I started discussing the incident with my folks after the waiter walked away, wondering how I should handle it. Quite frankly, I was in total disbelief at the audacity of these people, unable to say anything to them, at the time, and the moment was lost when they all stood up to leave.

I was incensed at myself for not being more forthright by standing up for myself and insisting they stop taking my picture. I felt irritated at my vulnerability by allowing others to make me feel so ashamed of being paralysed and out in my wheelchair when I have every right to be. I was disappointed that I let them get to me in that way and spoil my day out.

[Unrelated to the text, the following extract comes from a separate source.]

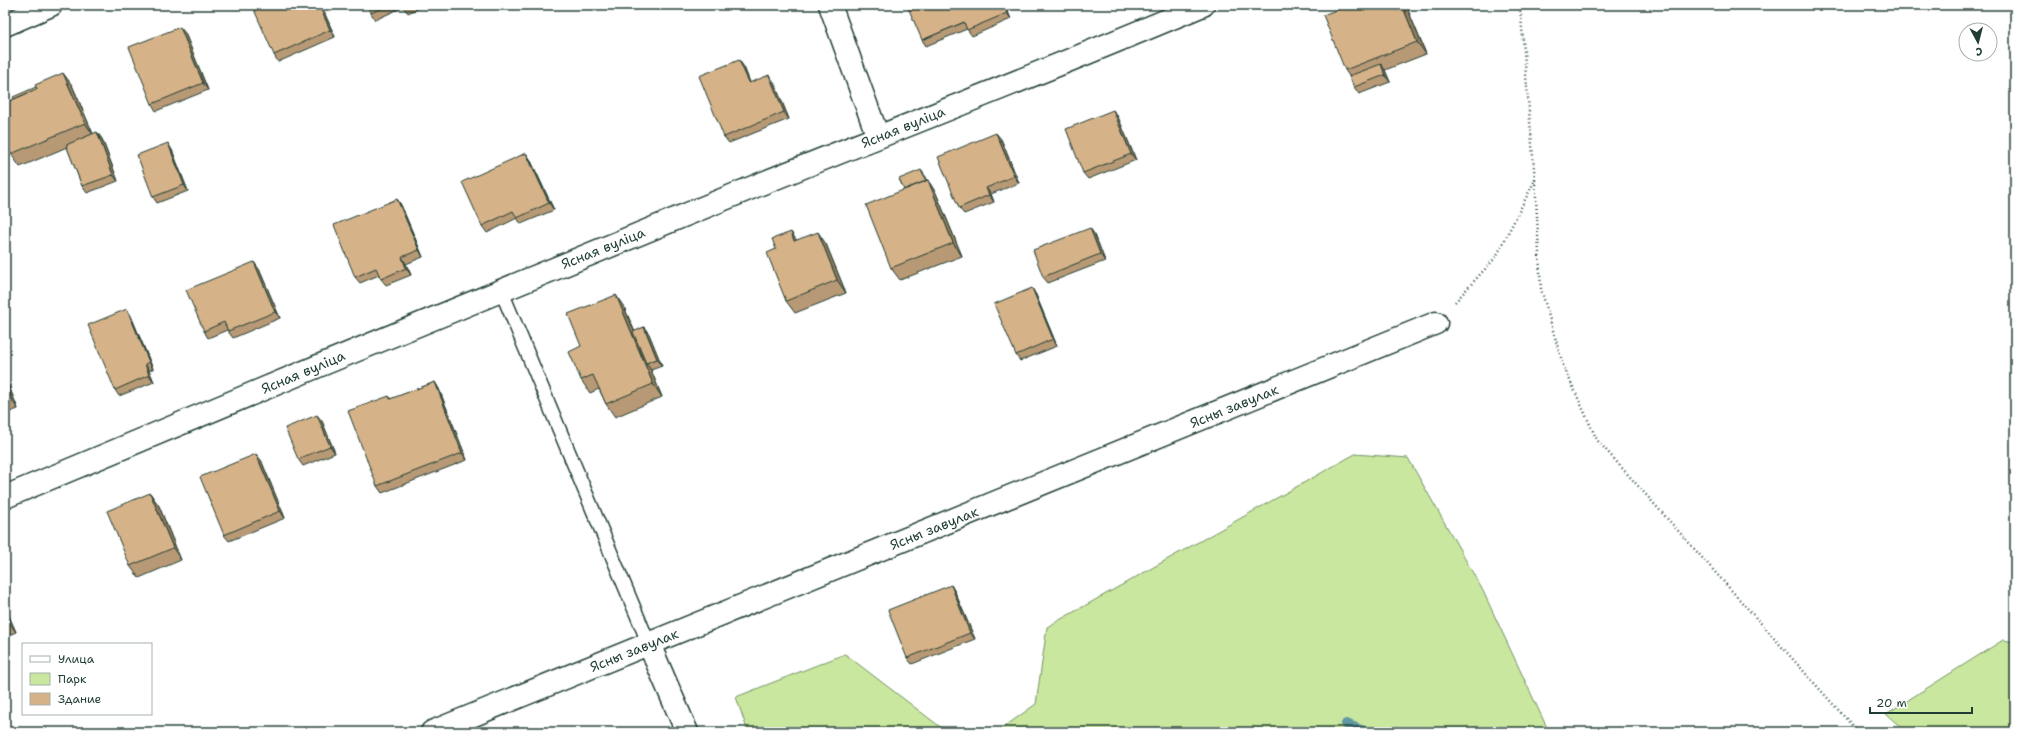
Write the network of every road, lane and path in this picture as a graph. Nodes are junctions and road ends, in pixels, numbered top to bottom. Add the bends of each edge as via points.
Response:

I know that instead of feeling sorry for myself, I should pity them and their ignorance.

Picture by Dirk van der Merwe

By now, my face is probably among some happy tourist snaps, shared all over Facebook and other social media. Lucky me! I am riled that I didn’t make the most of the opportunity and charge them a fee for taking my picture. I always wanted to be famous. Careful what you wish for, Tracy!

I’m seriously considering having a large, hard-to-miss sign made for my wheelchair, especially for ignorant tourists: Welcome to South Africa: The land of the Big5 and quadriplegics.